Action item ▸
Select all lines holding the word "Left" from the entries that follow.
────────────────────
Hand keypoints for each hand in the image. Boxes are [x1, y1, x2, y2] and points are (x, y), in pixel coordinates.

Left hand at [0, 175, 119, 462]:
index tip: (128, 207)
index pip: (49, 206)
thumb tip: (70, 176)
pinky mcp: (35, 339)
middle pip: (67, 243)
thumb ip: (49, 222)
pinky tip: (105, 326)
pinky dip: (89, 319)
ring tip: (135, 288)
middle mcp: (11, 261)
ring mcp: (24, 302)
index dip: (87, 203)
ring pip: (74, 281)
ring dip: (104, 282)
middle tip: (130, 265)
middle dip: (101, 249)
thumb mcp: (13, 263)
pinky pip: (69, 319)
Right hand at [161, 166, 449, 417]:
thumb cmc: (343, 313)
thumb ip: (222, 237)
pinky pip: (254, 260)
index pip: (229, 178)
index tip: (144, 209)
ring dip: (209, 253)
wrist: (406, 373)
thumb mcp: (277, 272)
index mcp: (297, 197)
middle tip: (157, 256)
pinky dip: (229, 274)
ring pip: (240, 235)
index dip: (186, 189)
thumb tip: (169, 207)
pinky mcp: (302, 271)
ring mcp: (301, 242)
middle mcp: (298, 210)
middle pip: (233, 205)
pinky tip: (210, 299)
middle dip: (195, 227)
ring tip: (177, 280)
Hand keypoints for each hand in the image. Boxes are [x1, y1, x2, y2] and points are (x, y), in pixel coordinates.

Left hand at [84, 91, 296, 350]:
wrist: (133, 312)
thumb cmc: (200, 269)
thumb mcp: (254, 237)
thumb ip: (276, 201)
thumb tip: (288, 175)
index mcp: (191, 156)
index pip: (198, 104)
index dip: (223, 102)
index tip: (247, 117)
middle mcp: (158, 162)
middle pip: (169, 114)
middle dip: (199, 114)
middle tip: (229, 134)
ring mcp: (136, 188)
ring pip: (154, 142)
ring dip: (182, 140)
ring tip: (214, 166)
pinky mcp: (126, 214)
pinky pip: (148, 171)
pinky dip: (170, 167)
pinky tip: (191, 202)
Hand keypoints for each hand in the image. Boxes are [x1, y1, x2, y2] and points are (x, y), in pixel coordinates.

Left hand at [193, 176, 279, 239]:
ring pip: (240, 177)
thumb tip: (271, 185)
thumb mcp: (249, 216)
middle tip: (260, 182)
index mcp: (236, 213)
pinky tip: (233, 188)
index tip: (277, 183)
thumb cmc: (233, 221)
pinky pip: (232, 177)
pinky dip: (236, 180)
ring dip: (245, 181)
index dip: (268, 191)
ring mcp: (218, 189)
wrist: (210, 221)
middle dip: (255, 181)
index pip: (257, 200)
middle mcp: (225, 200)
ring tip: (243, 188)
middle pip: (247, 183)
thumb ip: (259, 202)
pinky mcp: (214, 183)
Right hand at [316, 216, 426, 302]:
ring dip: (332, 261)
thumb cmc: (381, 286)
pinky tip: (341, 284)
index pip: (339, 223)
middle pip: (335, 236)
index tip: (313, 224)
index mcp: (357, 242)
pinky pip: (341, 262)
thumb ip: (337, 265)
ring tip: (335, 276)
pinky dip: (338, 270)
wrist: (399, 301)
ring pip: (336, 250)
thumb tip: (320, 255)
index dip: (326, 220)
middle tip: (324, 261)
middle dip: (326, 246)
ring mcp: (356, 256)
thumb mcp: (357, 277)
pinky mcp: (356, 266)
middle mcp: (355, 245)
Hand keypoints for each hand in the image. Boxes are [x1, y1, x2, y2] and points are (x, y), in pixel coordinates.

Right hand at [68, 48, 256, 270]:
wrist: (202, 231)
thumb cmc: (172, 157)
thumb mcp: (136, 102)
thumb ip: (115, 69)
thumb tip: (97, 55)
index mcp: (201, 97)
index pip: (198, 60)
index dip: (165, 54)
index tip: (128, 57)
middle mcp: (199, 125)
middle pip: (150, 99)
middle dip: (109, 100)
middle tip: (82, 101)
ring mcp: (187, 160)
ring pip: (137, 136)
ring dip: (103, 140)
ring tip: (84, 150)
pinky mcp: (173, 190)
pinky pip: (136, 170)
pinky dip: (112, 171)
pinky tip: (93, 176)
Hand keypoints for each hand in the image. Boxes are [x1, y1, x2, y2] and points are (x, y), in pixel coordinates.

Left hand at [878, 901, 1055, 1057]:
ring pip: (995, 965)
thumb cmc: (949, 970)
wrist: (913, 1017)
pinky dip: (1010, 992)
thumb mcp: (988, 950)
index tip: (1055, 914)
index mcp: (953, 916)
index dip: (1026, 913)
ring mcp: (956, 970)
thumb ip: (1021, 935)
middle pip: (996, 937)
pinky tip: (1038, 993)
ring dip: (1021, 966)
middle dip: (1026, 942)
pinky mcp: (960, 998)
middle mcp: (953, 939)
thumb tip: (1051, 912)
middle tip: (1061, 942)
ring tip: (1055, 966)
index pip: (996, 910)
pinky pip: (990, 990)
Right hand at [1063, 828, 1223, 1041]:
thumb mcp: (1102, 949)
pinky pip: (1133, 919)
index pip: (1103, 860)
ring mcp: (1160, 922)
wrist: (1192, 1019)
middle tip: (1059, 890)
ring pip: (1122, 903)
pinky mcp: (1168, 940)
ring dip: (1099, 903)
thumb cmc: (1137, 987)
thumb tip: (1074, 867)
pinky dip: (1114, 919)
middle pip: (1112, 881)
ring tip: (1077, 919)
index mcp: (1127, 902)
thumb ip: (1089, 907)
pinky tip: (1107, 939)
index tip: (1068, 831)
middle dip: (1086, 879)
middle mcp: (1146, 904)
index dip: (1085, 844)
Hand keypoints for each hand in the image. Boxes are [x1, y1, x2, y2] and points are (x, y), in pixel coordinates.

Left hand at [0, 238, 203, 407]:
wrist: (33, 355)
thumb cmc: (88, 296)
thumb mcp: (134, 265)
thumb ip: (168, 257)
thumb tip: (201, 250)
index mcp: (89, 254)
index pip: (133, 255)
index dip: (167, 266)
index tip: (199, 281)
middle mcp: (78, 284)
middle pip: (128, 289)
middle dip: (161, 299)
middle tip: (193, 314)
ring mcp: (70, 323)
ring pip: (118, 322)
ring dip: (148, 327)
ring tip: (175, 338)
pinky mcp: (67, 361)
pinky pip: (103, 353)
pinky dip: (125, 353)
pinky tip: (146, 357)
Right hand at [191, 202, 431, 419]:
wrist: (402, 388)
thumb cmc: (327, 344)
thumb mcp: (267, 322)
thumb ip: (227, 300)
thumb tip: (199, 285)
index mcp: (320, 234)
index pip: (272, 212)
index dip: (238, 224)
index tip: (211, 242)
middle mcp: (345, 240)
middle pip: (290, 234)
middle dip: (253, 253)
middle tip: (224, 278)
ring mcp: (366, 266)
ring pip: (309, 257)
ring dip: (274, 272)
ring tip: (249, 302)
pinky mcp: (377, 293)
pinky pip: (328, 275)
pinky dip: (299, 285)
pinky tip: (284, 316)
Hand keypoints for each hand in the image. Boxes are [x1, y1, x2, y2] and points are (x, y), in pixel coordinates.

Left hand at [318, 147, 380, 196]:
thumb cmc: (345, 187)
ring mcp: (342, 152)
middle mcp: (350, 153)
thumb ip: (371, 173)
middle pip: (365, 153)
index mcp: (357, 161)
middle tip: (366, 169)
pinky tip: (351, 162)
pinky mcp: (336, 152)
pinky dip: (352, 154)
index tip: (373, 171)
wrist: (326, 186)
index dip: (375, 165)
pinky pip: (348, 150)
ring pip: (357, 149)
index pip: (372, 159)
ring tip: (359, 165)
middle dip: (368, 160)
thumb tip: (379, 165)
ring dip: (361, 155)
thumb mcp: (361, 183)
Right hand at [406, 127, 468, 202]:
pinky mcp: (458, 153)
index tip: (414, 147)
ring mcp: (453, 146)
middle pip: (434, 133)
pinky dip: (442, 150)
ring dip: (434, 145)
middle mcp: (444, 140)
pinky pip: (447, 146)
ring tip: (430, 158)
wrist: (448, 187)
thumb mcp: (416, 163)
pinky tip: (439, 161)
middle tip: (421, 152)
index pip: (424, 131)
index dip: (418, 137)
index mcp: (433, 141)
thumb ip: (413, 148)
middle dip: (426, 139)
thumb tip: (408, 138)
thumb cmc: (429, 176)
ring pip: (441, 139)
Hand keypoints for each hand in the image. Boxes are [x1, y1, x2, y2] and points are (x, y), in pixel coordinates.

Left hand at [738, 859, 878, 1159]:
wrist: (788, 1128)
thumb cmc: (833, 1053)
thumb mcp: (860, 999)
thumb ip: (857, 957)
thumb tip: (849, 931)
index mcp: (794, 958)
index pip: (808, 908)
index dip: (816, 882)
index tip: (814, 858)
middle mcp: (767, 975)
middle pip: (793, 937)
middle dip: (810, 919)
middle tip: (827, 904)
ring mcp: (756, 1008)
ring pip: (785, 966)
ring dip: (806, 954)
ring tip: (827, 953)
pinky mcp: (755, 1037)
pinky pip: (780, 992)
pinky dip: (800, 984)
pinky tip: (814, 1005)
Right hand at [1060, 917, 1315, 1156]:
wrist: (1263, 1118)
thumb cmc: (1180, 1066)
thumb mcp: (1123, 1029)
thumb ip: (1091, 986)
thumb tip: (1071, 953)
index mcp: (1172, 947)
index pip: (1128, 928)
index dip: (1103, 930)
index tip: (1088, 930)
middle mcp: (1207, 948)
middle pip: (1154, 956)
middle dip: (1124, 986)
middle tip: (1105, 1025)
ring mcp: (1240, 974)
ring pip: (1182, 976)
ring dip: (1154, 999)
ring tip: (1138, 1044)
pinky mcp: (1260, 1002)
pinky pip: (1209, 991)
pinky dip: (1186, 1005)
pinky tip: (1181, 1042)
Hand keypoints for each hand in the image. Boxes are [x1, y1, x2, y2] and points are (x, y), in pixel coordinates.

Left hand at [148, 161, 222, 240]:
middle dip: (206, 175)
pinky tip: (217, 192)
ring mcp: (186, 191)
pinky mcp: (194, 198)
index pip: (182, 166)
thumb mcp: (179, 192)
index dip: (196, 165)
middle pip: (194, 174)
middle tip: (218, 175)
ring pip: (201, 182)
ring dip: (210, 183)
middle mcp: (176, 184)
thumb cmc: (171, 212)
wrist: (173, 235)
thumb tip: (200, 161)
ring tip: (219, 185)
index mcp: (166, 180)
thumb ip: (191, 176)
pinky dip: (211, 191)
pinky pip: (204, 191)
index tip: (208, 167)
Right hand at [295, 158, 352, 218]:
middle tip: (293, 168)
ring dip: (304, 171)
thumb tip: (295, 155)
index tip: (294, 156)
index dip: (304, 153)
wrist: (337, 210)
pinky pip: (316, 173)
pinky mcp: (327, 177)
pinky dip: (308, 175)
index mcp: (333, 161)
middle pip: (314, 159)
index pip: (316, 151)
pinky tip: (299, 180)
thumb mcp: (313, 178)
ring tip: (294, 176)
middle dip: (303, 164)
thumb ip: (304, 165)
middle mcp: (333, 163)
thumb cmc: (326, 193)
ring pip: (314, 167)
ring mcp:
────────────────────
Final answer ▸
Left hand at [0, 175, 119, 462]:
Left hand at [84, 91, 296, 350]:
Left hand at [193, 176, 279, 239]:
Left hand at [878, 901, 1055, 1057]:
Left hand at [0, 238, 203, 407]:
Left hand at [318, 147, 380, 196]:
Left hand at [738, 859, 878, 1159]:
Left hand at [148, 161, 222, 240]:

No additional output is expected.